* [Dataset entries]
##########
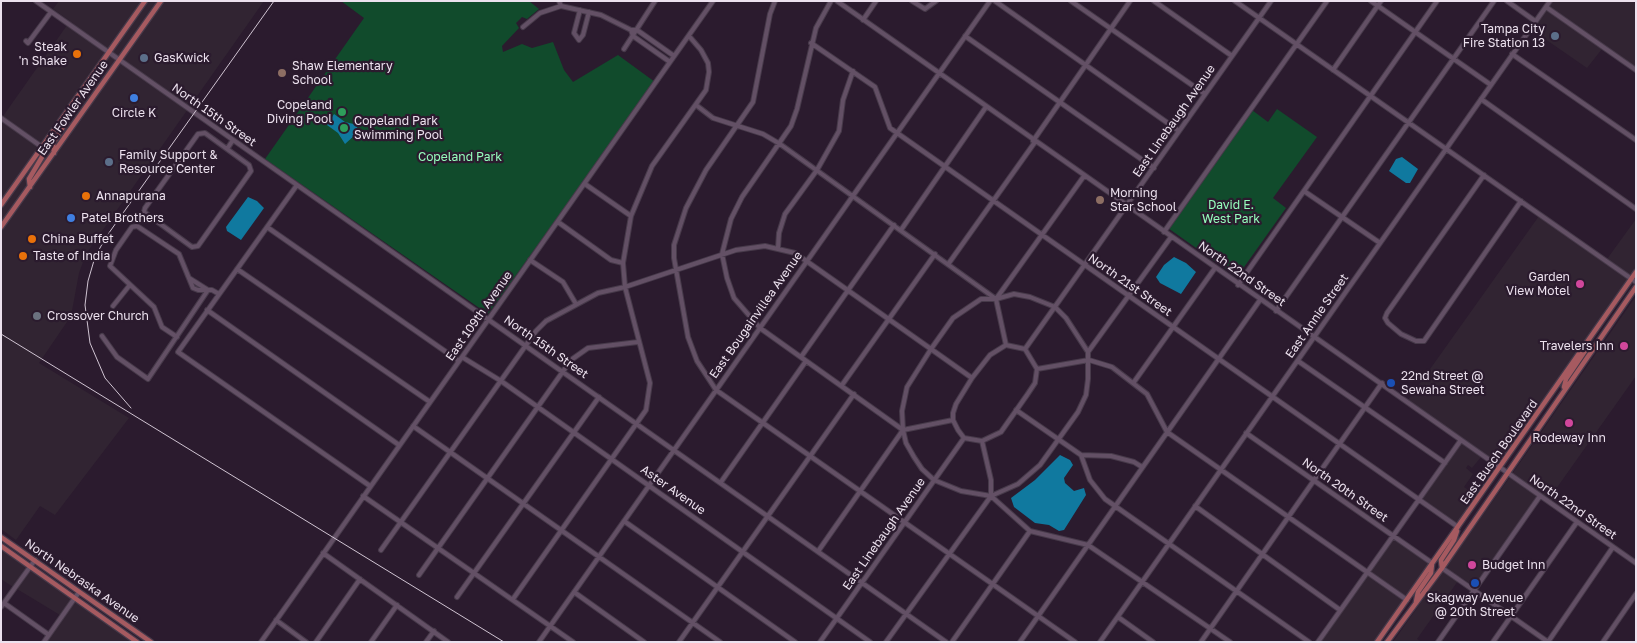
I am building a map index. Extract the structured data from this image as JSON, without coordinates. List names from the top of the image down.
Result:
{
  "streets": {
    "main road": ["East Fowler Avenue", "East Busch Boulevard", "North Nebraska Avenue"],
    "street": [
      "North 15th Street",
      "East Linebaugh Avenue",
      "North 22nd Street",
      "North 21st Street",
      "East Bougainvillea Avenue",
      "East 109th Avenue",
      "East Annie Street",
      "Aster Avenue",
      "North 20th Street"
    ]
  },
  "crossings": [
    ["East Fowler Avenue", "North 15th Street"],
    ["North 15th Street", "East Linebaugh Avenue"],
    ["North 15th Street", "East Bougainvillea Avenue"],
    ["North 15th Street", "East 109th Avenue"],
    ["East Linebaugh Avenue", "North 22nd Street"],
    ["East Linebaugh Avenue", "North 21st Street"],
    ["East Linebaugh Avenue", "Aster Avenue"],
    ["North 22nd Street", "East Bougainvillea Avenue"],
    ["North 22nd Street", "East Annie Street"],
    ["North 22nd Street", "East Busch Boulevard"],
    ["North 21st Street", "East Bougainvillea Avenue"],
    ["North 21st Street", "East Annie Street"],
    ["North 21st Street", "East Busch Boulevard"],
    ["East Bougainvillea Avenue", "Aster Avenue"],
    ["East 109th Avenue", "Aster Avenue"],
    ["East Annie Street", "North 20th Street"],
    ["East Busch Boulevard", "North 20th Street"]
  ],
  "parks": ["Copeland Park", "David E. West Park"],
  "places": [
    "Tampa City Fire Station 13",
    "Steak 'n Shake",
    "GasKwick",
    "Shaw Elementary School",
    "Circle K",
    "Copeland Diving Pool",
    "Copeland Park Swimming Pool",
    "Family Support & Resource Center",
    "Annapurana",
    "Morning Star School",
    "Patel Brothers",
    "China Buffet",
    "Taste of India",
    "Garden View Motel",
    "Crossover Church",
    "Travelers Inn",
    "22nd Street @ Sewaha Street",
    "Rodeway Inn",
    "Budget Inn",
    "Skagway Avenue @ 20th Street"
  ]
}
##########
* [Instructions to follow]
Output the entries above verbatim, leaving out images.

* [Completed exercise]
I am building a map index. Extract the structured data from this image as JSON, without coordinates. List names from the top of the image down.
Result:
{
  "streets": {
    "main road": ["East Fowler Avenue", "East Busch Boulevard", "North Nebraska Avenue"],
    "street": [
      "North 15th Street",
      "East Linebaugh Avenue",
      "North 22nd Street",
      "North 21st Street",
      "East Bougainvillea Avenue",
      "East 109th Avenue",
      "East Annie Street",
      "Aster Avenue",
      "North 20th Street"
    ]
  },
  "crossings": [
    ["East Fowler Avenue", "North 15th Street"],
    ["North 15th Street", "East Linebaugh Avenue"],
    ["North 15th Street", "East Bougainvillea Avenue"],
    ["North 15th Street", "East 109th Avenue"],
    ["East Linebaugh Avenue", "North 22nd Street"],
    ["East Linebaugh Avenue", "North 21st Street"],
    ["East Linebaugh Avenue", "Aster Avenue"],
    ["North 22nd Street", "East Bougainvillea Avenue"],
    ["North 22nd Street", "East Annie Street"],
    ["North 22nd Street", "East Busch Boulevard"],
    ["North 21st Street", "East Bougainvillea Avenue"],
    ["North 21st Street", "East Annie Street"],
    ["North 21st Street", "East Busch Boulevard"],
    ["East Bougainvillea Avenue", "Aster Avenue"],
    ["East 109th Avenue", "Aster Avenue"],
    ["East Annie Street", "North 20th Street"],
    ["East Busch Boulevard", "North 20th Street"]
  ],
  "parks": ["Copeland Park", "David E. West Park"],
  "places": [
    "Tampa City Fire Station 13",
    "Steak 'n Shake",
    "GasKwick",
    "Shaw Elementary School",
    "Circle K",
    "Copeland Diving Pool",
    "Copeland Park Swimming Pool",
    "Family Support & Resource Center",
    "Annapurana",
    "Morning Star School",
    "Patel Brothers",
    "China Buffet",
    "Taste of India",
    "Garden View Motel",
    "Crossover Church",
    "Travelers Inn",
    "22nd Street @ Sewaha Street",
    "Rodeway Inn",
    "Budget Inn",
    "Skagway Avenue @ 20th Street"
  ]
}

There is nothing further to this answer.